Chapter five reports on eddy correlation CO2 flux measurements done during a growing season in a grazed peat grassland at two different drainage levels. The measured instantaneous net CO2 flux was again separated into a respiratory and a gross assimilatory CO2 flux. The experiment aims to measure the difference in the respiratory CO2 flux between both drainage levels, which is a measure for the difference in decomposition of peat in both aerobic soil profiles.
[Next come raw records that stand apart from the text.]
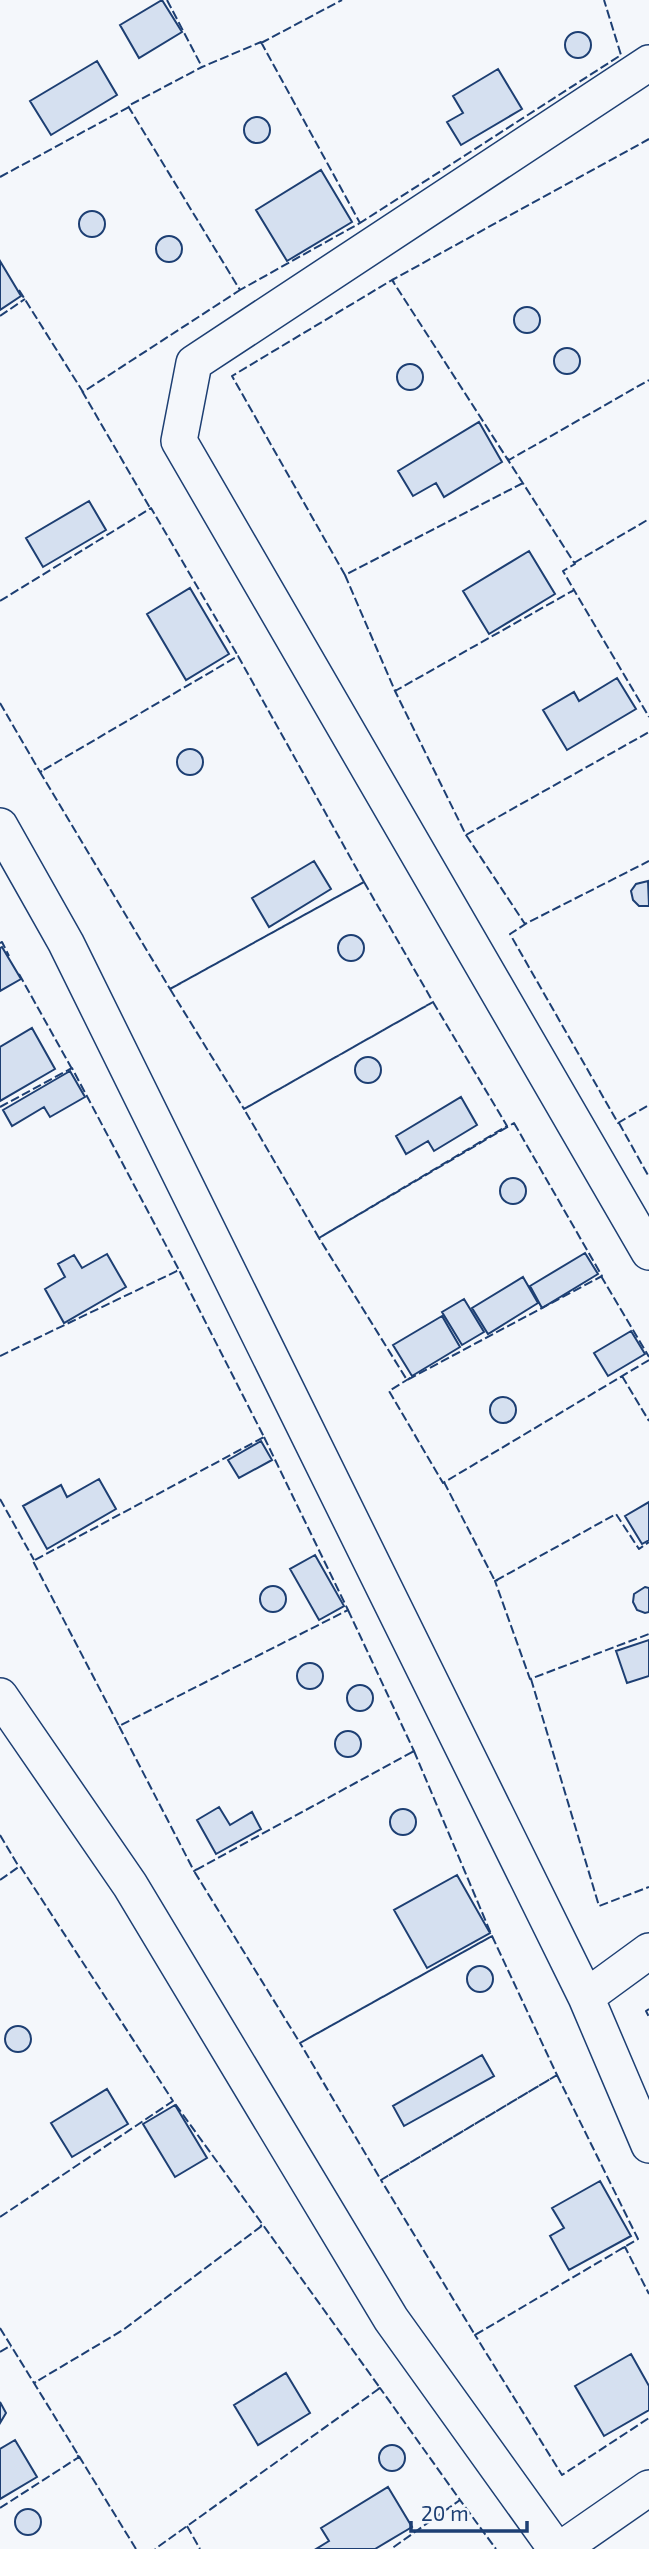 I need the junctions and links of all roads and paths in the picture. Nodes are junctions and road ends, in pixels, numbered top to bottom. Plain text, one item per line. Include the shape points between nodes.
1 (649, 63) edge
2 (0, 826) edge
3 (649, 1252) edge
4 (0, 1696) edge
5 (649, 1951) edge
6 (586, 1997) junction
7 (649, 2145) edge
8 (649, 2488) edge
9 (558, 2549) edge

1 - 3 street via 194,363 179,440
2 - 6 street via 66,943
4 - 9 street via 130,1885 391,2319
5 - 6 street
6 - 7 street
8 - 9 street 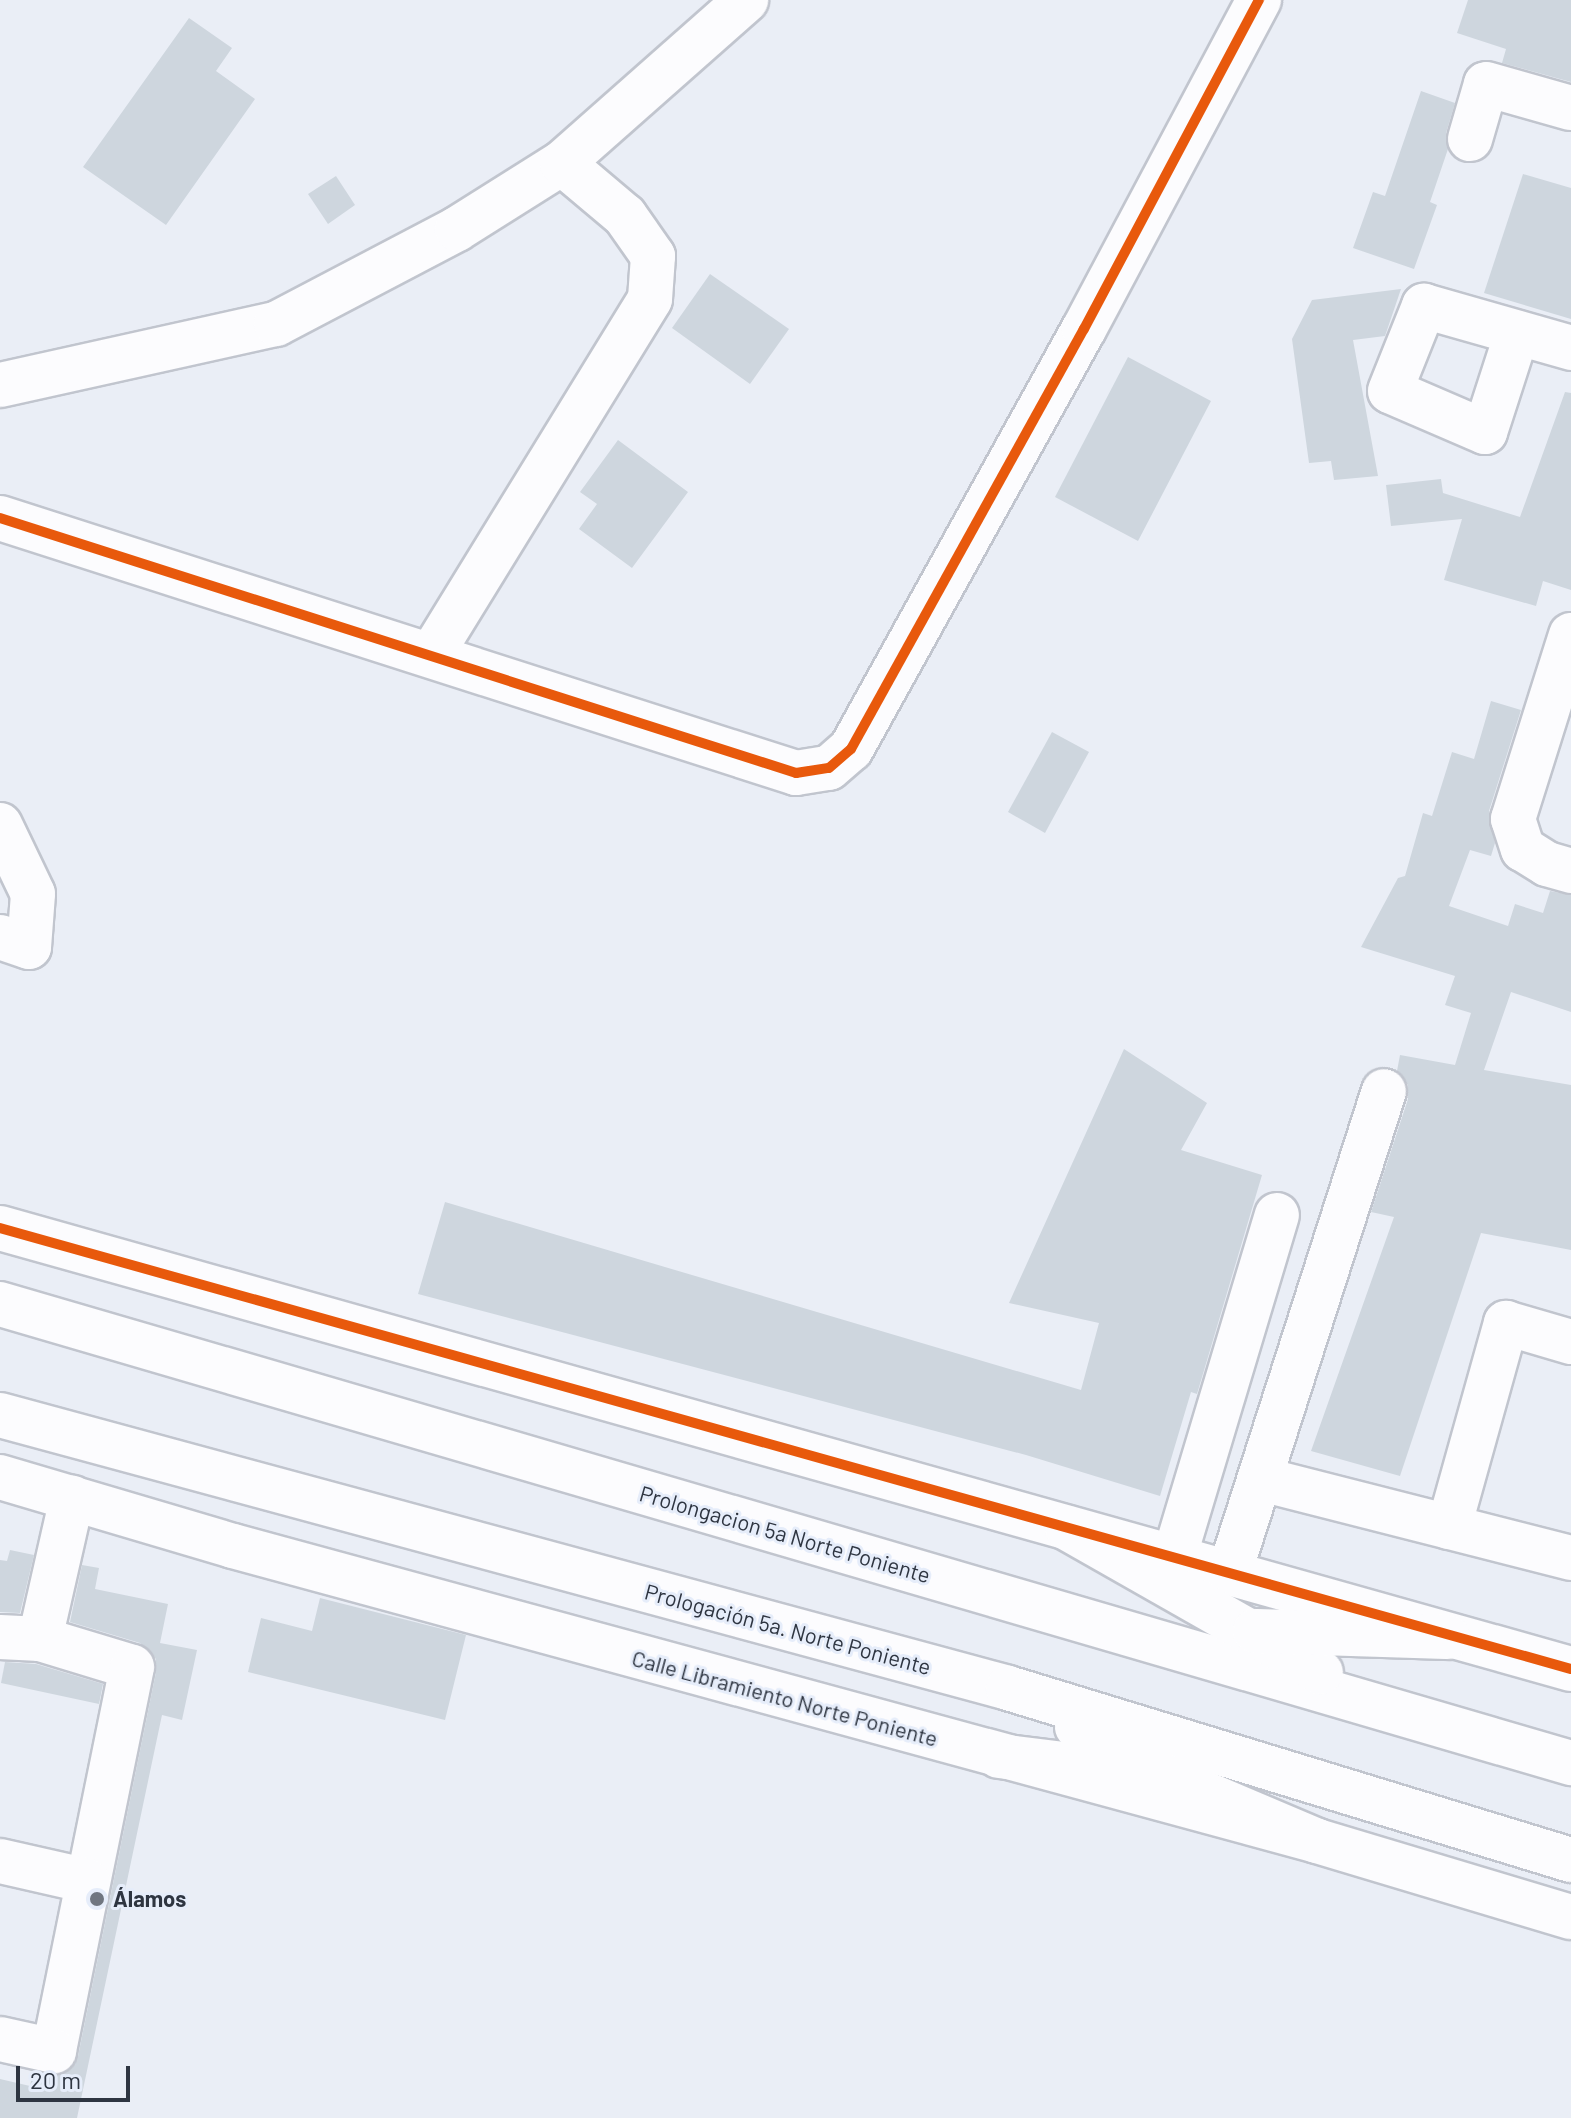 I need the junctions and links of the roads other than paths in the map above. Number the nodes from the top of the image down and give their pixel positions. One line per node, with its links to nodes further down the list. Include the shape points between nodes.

Direct comparison of the respiratory CO2 fluxes was not possible because by far the greatest part of these fluxes are associated with living biomass and not with the decomposition of peat. Relative differences were too small to be detectable. A different approach was thus chosen in which the instantaneous net CO2 flux was treated as a process as such, responding to the gross assimilatory CO2 flux and temperature. The ecosystem net CO2 flux tended towards sequestration at an increasing assimilatory CO2 flux and towards release at increasing temperature. Comparison of the net CO2 fluxes at both drainage levels at zero assimilatory activity and a temperature of 15 ºC indicated that the net CO2 release from the peat grassland with deep drainage was higher by 0.012 mg CO2 m-2 s-1 than the net CO2 release from the peat grassland with a more shallow drainage. At a hypothetically constant temperature of 15 ºC this translates into an annual difference of 375 g CO2 m-2 y-1 or 3.75 ton CO2 ha-1 y-1.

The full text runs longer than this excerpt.